Umbra Chromatica is an open world, network-streamed Art pavilion
developed in Unreal Engine 5 and presented as part of The Wrong Biennale ‘25.

Conceived as a navigable desert world, the project exists at the intersection of contemporary art, game Design and spatial cinema. Visitors explore the pavilion in real time, traversing an open landscape where monumental architectural forms emerge from the sand, each hosting a distinct artwork created by the selected international artists.
The desert serves as a symbolic and structural device: an open, silent, and timeless field where each structure appears simultaneously ancient and synthetic, suggesting an archaeology of possible futures rather than a reconstruction of the past.

The pavilion operates as a distributed organism. Artworks are not contained within a building, but embedded into the terrain, encountered through exploration, distance, and orientation. Scale, isolation, and traversal become part of the perceptual experience.

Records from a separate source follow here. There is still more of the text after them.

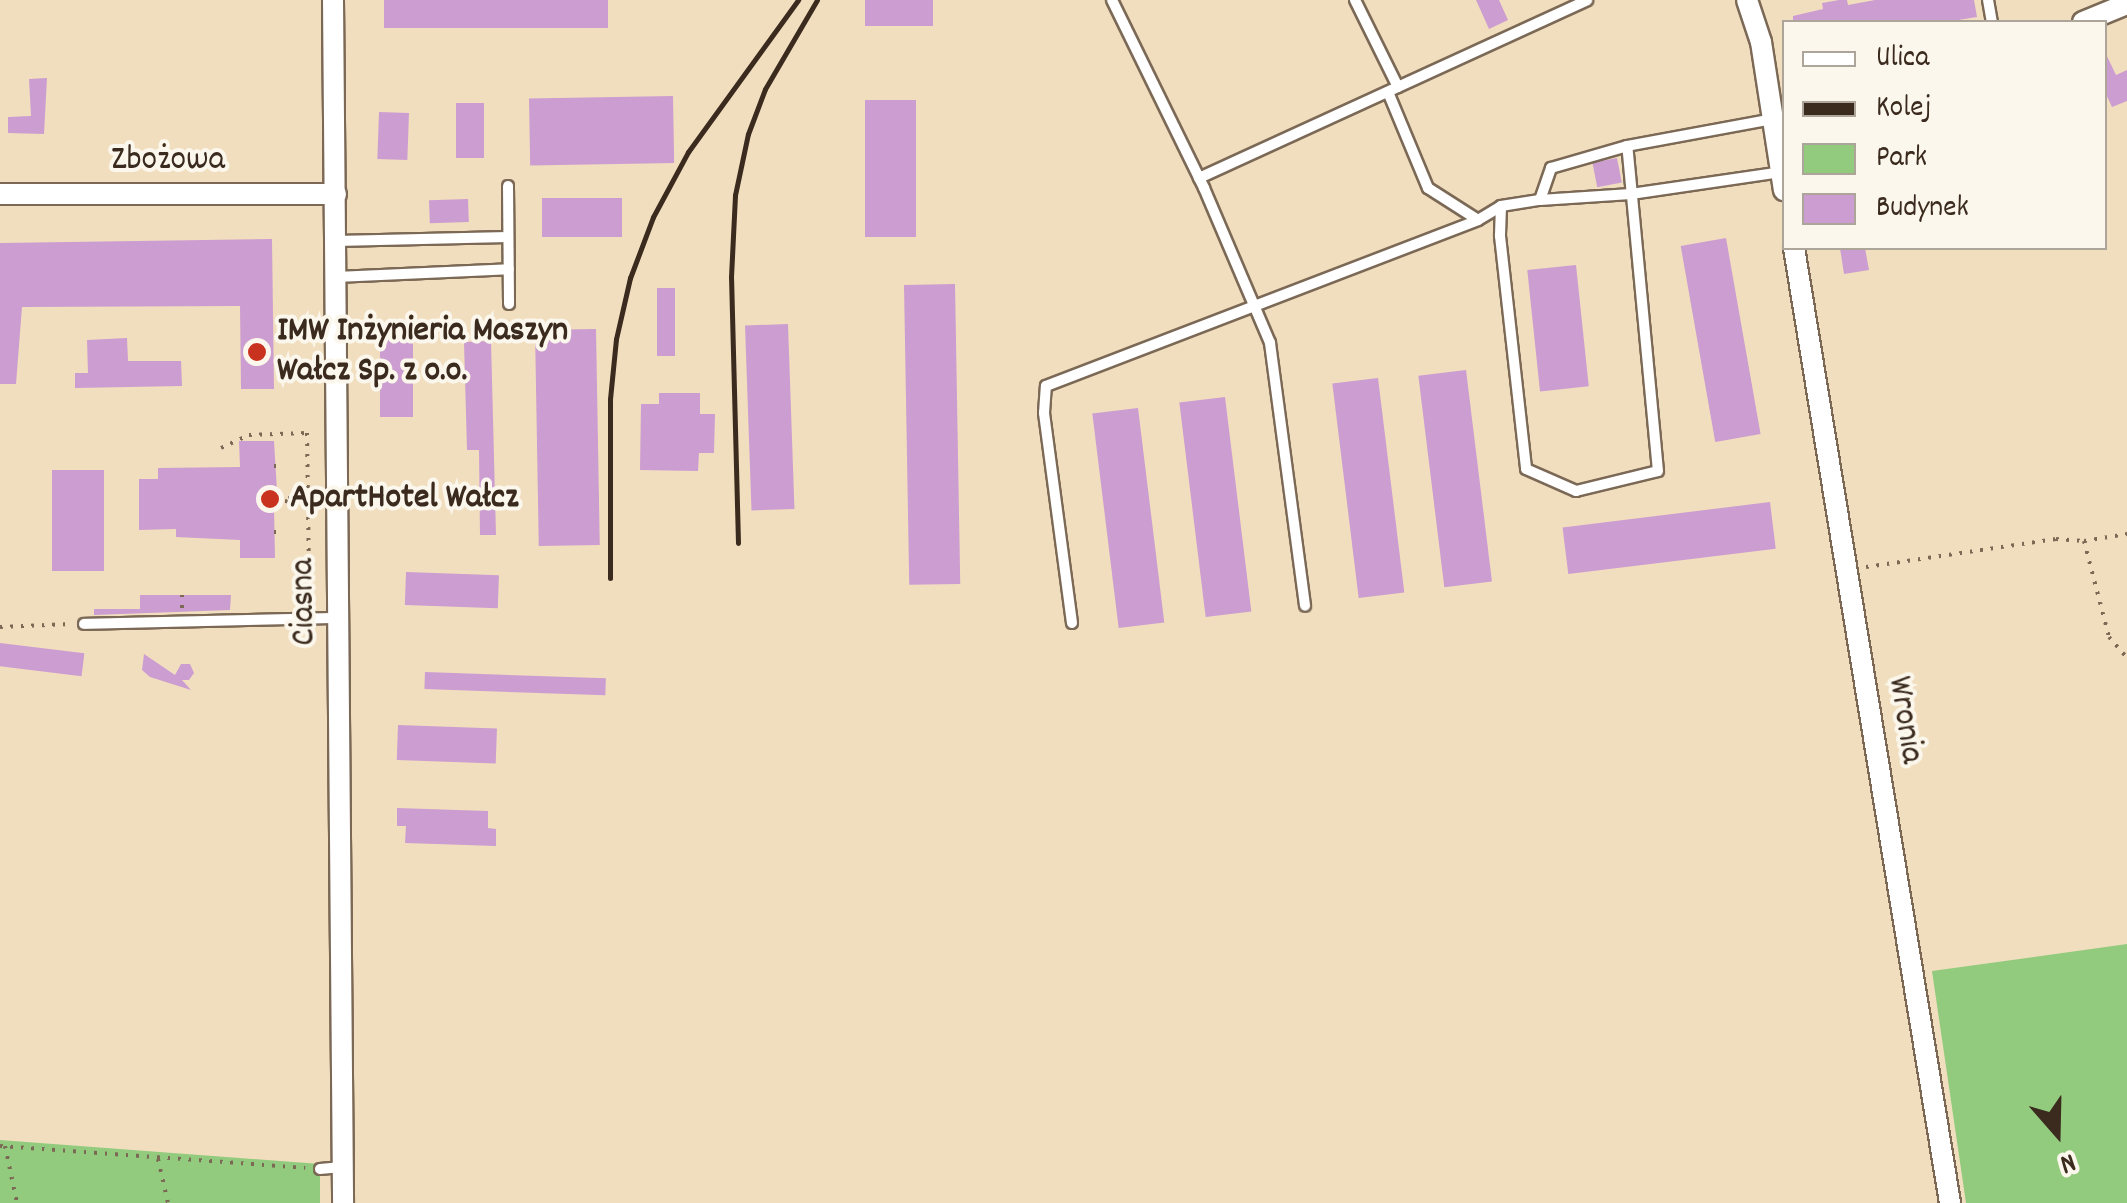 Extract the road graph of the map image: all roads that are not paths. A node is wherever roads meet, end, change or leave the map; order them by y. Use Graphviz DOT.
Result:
graph roads {
  1 [pos="332,0"];
  2 [pos="1112,0"];
  3 [pos="1355,0"];
  4 [pos="1587,0"];
  5 [pos="1747,0"];
  6 [pos="2127,4"];
  7 [pos="2088,20"];
  8 [pos="1393,90"];
  9 [pos="1779,117"];
  10 [pos="1627,146"];
  11 [pos="1782,165"];
  12 [pos="1200,178"];
  13 [pos="1782,181"];
  14 [pos="508,186"];
  15 [pos="0,194"];
  16 [pos="336,194"];
  17 [pos="1631,194"];
  18 [pos="1540,200"];
  19 [pos="1501,206"];
  20 [pos="1478,220"];
  21 [pos="508,236"];
  22 [pos="336,241"];
  23 [pos="1794,250"];
  24 [pos="509,269"];
  25 [pos="336,277"];
  26 [pos="509,304"];
  27 [pos="1256,305"];
  28 [pos="1305,606"];
  29 [pos="338,618"];
  30 [pos="1072,623"];
  31 [pos="84,624"];
  32 [pos="342,1166"];
  33 [pos="320,1169"];
  34 [pos="342,1203"];
  35 [pos="1950,1203"];
  1 -- 16 [label="street, Ciasna"];
  2 -- 12 [label="lane"];
  3 -- 8 [label="lane"];
  4 -- 8 [label="lane"];
  5 -- 9 [label="street"];
  6 -- 7 [label="street"];
  8 -- 12 [label="lane"];
  8 -- 20 [label="lane"];
  9 -- 10 [label="lane"];
  9 -- 11 [label="street"];
  10 -- 17 [label="lane"];
  10 -- 18 [label="lane"];
  12 -- 27 [label="lane"];
  13 -- 17 [label="lane"];
  14 -- 21 [label="lane"];
  15 -- 16 [label="street, Zbożowa"];
  16 -- 22 [label="street, Ciasna"];
  17 -- 18 [label="lane"];
  17 -- 19 [label="lane"];
  18 -- 19 [label="lane"];
  19 -- 20 [label="lane"];
  20 -- 27 [label="lane"];
  21 -- 22 [label="lane"];
  21 -- 24 [label="lane"];
  22 -- 25 [label="street, Ciasna"];
  23 -- 35 [label="street, Wronia"];
  24 -- 25 [label="lane"];
  24 -- 26 [label="lane"];
  25 -- 29 [label="street, Ciasna"];
  27 -- 28 [label="lane"];
  27 -- 30 [label="lane"];
  29 -- 31 [label="lane"];
  29 -- 32 [label="street, Ciasna"];
  32 -- 33 [label="lane"];
  32 -- 34 [label="street, Ciasna"];
}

I developed Umbra Chromatica as part of The Wrong Biennale 2025, an international digital art biennale dedicated to new media, virtual environments, and internet-based artistic practices.
Within this context, the pavilion functions both as an artwork and as an exhibition platform hosting additional artworks.
Umbra Chromatica proposes a shift from exhibition as container to exhibition as territory. a space that exists only through traversal, perception, and presence.
available online from november ‘25 to march ‘26.